The armadillo, pangolin, and hedgehog are common animals that roll into a ball. However, that list extends longer to include some unlikely creatures like spiders and aquatic animals.
If you want to know what animals roll into a ball, you want to read this. But before we get to the list, let us look at why animals do this in the first place.
Why Do Animals Roll Into a Ball?
As humans, when we are in distress and need comfort, we curl into fetal positions. Animals also have this instinct, but they do it for reasons that go beyond finding comfort in distress.
1. As a defense mechanism
For some animals, the first and only way to defend themselves is to hide. Rolling into a ball-like shape presents the harder and sometimes more dangerous part of their body to their predator. This will deter and discourage the predator.
2. For movement
Hedgehogs have little trouble climbing up, but coming back down always presents a steeper challenge. But when they curl inward and drop down, the fall is cushioned by their exterior.
3. For preservation
Certain animals are unable to migrate as the season change. This puts them at risk of harsh elements during the colder and drier months. To preserve themselves, they curl into a ball shape to wait the weather out.
7 Animals That Roll Into a Ball
Now that you know why they roll into balls, let us look at seven animals that do this.
Armadillos are natives of Southern America. They are easily identified by their tough shell, for which they are named. There are several species. Some are very big, like the giant armadillo, and some are quite small, like the aptly named pink fairy armadillo. But only the Tolypeutes species is capable of rolling into a ball. They do so whenever they feel threatened. Armadillos love to eat insects, grubs, and other non-vertebrates. They have very poor eyesight, but their keen sense of smell makes up for this defect.
Sometimes referred to as scaly anteaters, pangolins are found mostly in Asia and parts of sub-Saharan Africa. These shy creatures eat ants and termites and hunt for them with their tongues. They are the most trafficked mammals because of the high demand on the black market. This demand is linked to the features that make them one of the most unique mammals: their scales. The scales are made of keratin, the same material that makes up human nails. When the pangolin turns into a ball, the scales add an extra layer of defense because of how sharp they are. Sadly, some species have been hunted to extinction while others have been red-listed.

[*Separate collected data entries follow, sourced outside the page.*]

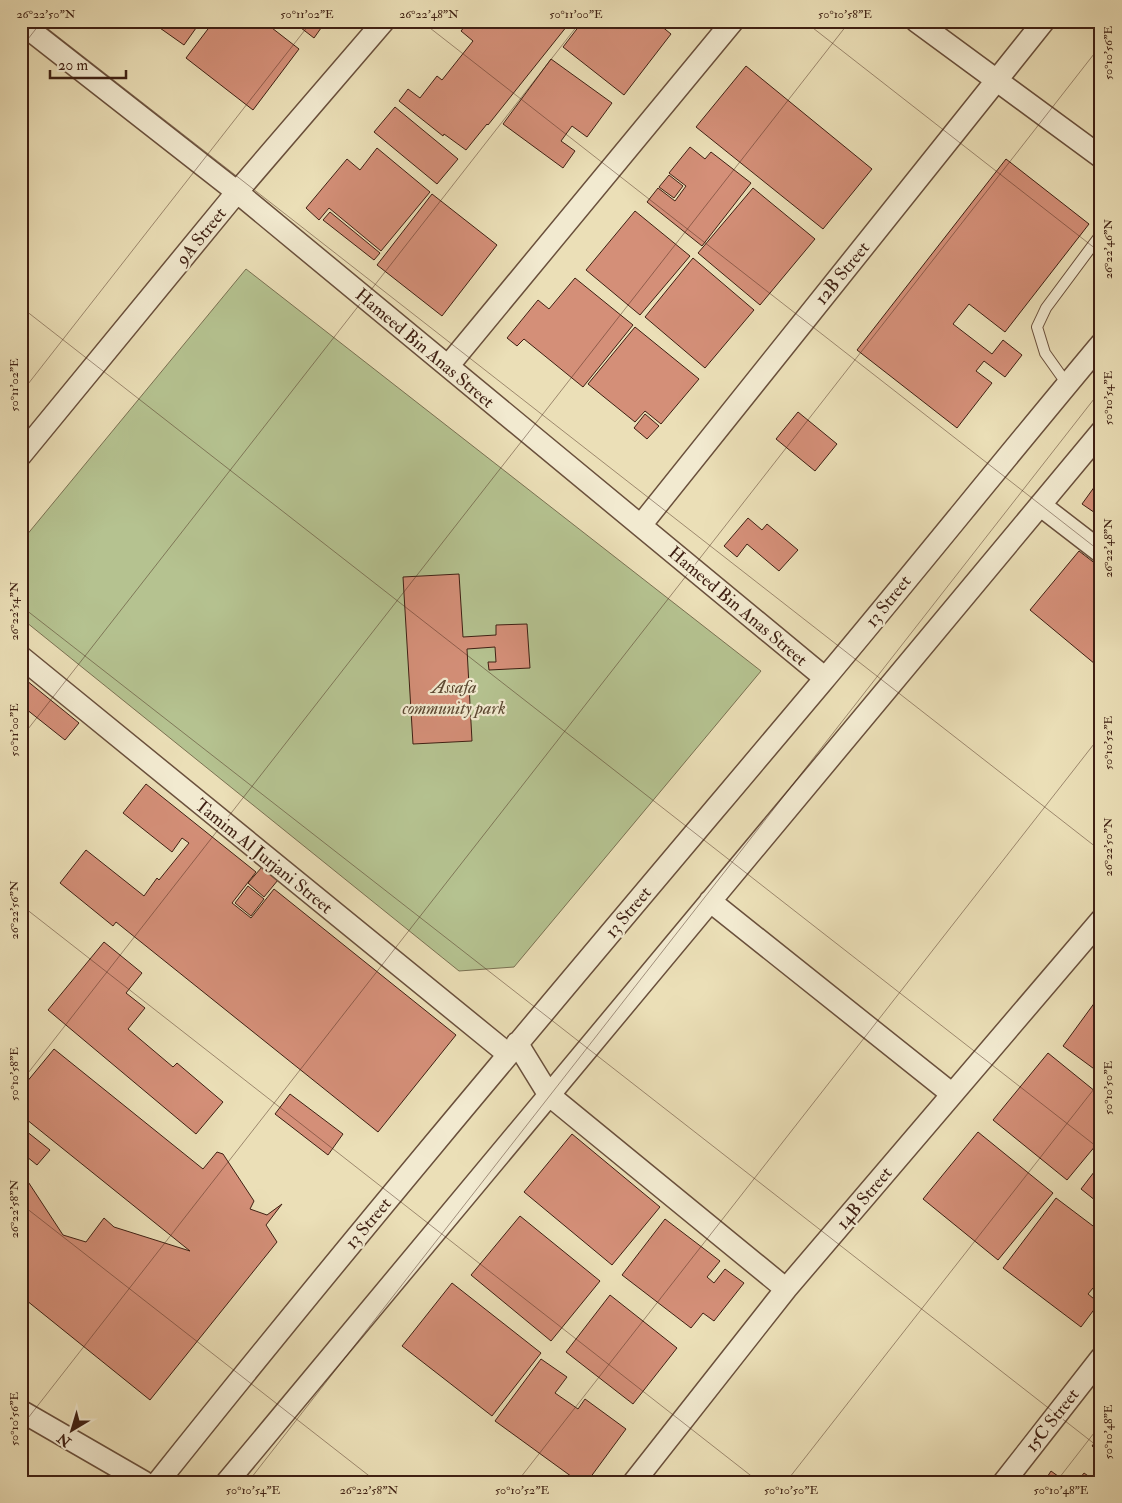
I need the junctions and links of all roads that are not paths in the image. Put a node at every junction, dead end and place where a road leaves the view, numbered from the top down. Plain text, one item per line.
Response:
1 (384, 21) edge
2 (733, 21) edge
3 (916, 21) edge
4 (1044, 21) edge
5 (21, 23) edge
6 (996, 80) junction
7 (1101, 157) edge
8 (237, 192) junction
9 (1101, 234) edge
10 (1101, 344) edge
11 (448, 366) junction
12 (1067, 384) junction
13 (1101, 432) edge
14 (21, 455) edge
15 (1040, 505) junction
16 (640, 526) junction
17 (1101, 552) edge
18 (21, 658) edge
19 (825, 678) junction
20 (710, 900) junction
21 (1099, 924) edge
22 (512, 1049) junction
23 (952, 1094) junction
24 (549, 1095) junction
25 (786, 1289) junction
26 (1099, 1363) edge
27 (21, 1411) edge
28 (640, 1480) edge
29 (144, 1482) edge
30 (158, 1482) edge
31 (227, 1482) edge
32 (1004, 1482) edge

1 - 8 street, 9A Street
2 - 11 street
3 - 6 street
4 - 6 street, 12B Street
5 - 8 street, Hameed Bin Anas Street
6 - 7 street
6 - 16 street, 12B Street
8 - 11 street, Hameed Bin Anas Street
8 - 14 street, 9A Street
9 - 12 lane
10 - 12 street, 13 Street
11 - 16 street, Hameed Bin Anas Street
12 - 19 street, 13 Street
13 - 15 street
15 - 17 street
15 - 20 street
16 - 19 street, Hameed Bin Anas Street
18 - 22 street, Tamim Al Jurjani Street
19 - 22 street, 13 Street
20 - 23 street
20 - 24 street
21 - 23 street, 14B Street
22 - 24 street, Tamim Al Jurjani Street
22 - 30 street, 13 Street
23 - 25 street, 14B Street
24 - 25 street, Tamim Al Jurjani Street
24 - 31 street
25 - 28 street, 14B Street
26 - 32 street, 15C Street
27 - 29 street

Hedgehogs are found in parts of Africa, Europe, and Asia. These cute mammals, with their beady little eyes, are tricksters. Their tactics for evading their predators include something called “anointing,” where they smear scents in their environments on some of their quills to evade detection. But the common form of defense we know of is their ability to roll into a tight ball and sometimes ram into their “enemies” with the pointy exterior. Like the pangolin, the quills on the back of the hedgehog are made from keratin, and the sharp pointy ends make predators wary. Their diet consists of insects, worms, and the occasional baby rodent or bird.
Chitons are mollusks that are found worldwide. Although they live in water, chitons are found around the rocky parts of the sea. They feed on algae as well as bacteria in the water. Chitons have an outer shell divided into eight shell plates shaped like a butterfly. This separation allows it to stick to hard surfaces or roll into a ball when touched. Humans, crabs, and fish are some common predators that hunt chitons. When a chiton dies, its shell disintegrates as the muscle that holds it also dies.
5. Armadillo Girdled Lizard
Native to South Africa, armadillo girdled lizards love to live in rocky places, especially on the slopes of mountains. You will find them mostly in desert areas, where they feast on spiders and other insects. Occasionally, they would eat specific plants. They have a thick, scaly back that acts as a shield when they roll into a ball. Unlike the other animals listed here, in this defensive posture, they put their tail in their mouths. They are not exactly formidable, but when they are curled up, predators can’t harm or eat them.
6. Golden Wheel Spider
This is another native South African inhabitant. It is mildly venomous but not harmful to humans. The golden wheel spider earns its name from its method of defense. It turns to its side and rolls down the dunes of the Namib Desert, where it primarily lives. Like some of the other animals here, it is nocturnal. It comes out at night to feed on other insects. An interesting fact about the wheel spider, as it is sometimes called, is that it does not produce webs. And while it has a lot of predators, pompilid wasps are its worst. They paralyze the spider with a sting and lay their eggs inside it.
There are over 10,000 species of this unique creature. Some of them live in the sea or freshwater. But the ones that live on land are relevant to this list. Isopods are crustaceans; even on land, they tend to live in moist places. They feed on plants and dead animals. When the water in their environment runs out, they roll into a ball for preservation. They also do this whenever they are under attack. Isopods have become increasingly popular as pets. Some people keep them for entertainment. Others keep them to maintain the habitat of the reptiles they own.